Low molecular weight heparin (LMWH) is a type of anticoagulant drugs used to:
- prevent and treat venous thromboembolism
- treatment of myocardial infarction (heart attack)
- treatment of superficial phlebitis
- prevention of stroke in patients with atrial fibrillation
Heparin is a naturally occurring polysaccharide which counteracts coagulation i.e. works against the process which leads to thrombosis. Low molecular weight heparins are manufactured usually from heparin through depolymerization process. The best known low molecular weight heparins are FRAXIPARINE (nadroparin), Clexane (enoxaparin) and Fragmin (dalteparin).

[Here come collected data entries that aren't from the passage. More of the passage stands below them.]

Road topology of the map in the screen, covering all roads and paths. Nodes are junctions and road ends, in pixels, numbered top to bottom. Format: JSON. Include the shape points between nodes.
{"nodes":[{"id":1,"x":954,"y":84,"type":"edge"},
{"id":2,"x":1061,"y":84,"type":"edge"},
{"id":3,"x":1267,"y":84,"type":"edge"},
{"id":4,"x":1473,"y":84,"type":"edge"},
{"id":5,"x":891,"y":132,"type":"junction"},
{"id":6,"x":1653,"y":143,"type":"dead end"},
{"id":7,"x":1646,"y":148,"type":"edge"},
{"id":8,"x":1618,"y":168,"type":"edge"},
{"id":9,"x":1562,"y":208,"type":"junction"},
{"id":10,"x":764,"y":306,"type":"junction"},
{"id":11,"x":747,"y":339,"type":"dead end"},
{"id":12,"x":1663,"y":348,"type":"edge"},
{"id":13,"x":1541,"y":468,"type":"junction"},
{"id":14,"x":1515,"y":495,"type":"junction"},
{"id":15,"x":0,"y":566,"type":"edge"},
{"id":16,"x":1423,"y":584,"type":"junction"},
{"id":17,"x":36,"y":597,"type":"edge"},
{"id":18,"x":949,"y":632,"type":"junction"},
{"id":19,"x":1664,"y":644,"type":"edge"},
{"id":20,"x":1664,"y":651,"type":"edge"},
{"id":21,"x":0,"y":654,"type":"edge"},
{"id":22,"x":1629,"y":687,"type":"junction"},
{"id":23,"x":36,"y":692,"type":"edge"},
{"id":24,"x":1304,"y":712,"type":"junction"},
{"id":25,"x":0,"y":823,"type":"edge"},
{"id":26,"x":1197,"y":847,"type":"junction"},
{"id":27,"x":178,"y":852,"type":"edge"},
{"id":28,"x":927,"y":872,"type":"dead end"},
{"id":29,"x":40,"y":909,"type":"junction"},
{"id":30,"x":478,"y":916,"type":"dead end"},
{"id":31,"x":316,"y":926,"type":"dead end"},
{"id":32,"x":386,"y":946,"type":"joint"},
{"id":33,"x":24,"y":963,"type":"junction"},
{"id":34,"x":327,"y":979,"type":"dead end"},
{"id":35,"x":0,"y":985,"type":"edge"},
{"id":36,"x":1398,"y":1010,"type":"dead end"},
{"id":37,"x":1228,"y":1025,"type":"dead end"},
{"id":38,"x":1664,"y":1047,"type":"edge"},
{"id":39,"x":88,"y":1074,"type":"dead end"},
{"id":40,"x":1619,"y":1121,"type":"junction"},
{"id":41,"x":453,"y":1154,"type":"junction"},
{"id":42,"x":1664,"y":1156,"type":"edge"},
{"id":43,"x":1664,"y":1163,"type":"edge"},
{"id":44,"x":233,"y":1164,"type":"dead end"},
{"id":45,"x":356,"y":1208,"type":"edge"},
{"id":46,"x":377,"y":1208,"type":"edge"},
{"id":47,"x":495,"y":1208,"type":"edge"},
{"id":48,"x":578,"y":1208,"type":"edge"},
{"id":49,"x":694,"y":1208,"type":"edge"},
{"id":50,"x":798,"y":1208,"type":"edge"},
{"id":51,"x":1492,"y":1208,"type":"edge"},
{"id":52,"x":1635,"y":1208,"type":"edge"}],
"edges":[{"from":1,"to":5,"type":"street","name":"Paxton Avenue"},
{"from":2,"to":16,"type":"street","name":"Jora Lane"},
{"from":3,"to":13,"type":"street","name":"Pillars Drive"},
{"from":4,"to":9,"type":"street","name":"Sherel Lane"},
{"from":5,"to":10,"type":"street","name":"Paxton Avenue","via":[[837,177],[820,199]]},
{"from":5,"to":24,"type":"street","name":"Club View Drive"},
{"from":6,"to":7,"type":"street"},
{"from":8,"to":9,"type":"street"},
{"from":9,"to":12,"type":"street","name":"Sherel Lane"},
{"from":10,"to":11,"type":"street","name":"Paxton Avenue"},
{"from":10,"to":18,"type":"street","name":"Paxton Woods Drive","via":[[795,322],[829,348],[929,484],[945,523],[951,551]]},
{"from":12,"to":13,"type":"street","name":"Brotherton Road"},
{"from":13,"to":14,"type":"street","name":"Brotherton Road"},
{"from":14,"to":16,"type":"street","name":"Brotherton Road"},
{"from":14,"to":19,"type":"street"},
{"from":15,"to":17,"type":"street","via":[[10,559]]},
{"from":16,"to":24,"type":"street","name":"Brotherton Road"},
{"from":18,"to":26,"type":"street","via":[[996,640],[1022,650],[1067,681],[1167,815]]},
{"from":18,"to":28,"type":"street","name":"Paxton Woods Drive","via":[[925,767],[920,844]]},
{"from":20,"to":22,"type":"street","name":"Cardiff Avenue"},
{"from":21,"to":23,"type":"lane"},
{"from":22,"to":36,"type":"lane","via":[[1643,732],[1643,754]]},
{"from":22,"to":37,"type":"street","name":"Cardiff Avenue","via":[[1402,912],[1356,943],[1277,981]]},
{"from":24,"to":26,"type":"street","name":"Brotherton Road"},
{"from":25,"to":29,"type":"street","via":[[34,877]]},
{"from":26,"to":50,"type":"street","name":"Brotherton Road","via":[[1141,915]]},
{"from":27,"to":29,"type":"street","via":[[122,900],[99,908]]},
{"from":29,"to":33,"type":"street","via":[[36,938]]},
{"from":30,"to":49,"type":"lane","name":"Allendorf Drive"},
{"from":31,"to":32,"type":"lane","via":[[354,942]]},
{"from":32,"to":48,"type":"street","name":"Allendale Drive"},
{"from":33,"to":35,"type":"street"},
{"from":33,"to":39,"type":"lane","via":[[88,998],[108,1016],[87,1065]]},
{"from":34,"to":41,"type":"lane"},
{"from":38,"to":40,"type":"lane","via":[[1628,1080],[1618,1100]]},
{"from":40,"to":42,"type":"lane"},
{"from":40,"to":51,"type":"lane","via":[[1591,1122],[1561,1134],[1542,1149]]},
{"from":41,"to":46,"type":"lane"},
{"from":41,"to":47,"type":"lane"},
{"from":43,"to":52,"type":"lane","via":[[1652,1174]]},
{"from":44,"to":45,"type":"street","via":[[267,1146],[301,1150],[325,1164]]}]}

They are used in the form of subcutaneous injection. Your doctor can explain you how to applicate the heparin injection yourself. Patients are usually able to do it themselves with the factory prepared a syringe with a metered dose, much like a diabetic insulin. They are applied mostly to the skin of the abdomen or thighs. If you are longer on low molecular heparin therapy, bruises can form after application as a result of its own anticoagulant effect.
Unlike warfarin, the low molecular weight heparin effect start already a short time after application and lasts about 12-24h. It is used when is needed immediate anticoagulant effect which is relatively short lasting. Low molecular weight heparin is generally used for transferring a patient on warfarin, and vice versa. The effect of warfarin starts after a few days of use, and therefore the simultaneous use of LMWH helps to bridge this period.
Treatment usually does not require frequent laboratory control, and there is a lower risk of bleeding. Caution in dosing is necessary, particularly in patients with impaired renal function.
Low molecular weight heparin in pregnancy
Although warfarin is the anticoagulant of choice in the nonpregnant state, it crosses the placenta and has been linked to structural birth defects known as “warfarin embryopathy.” Heparins (unfractionated and low molecular weight) are the preferred drugs for management of venous thromboembolism in pregnancy. Both are large molecular weight molecules and neither crosses the placenta (i). In contrast to the coumarin derivatives (Wafrarin, Coumadin), heparins do not cause teratogene-sis or toxic fetal effects.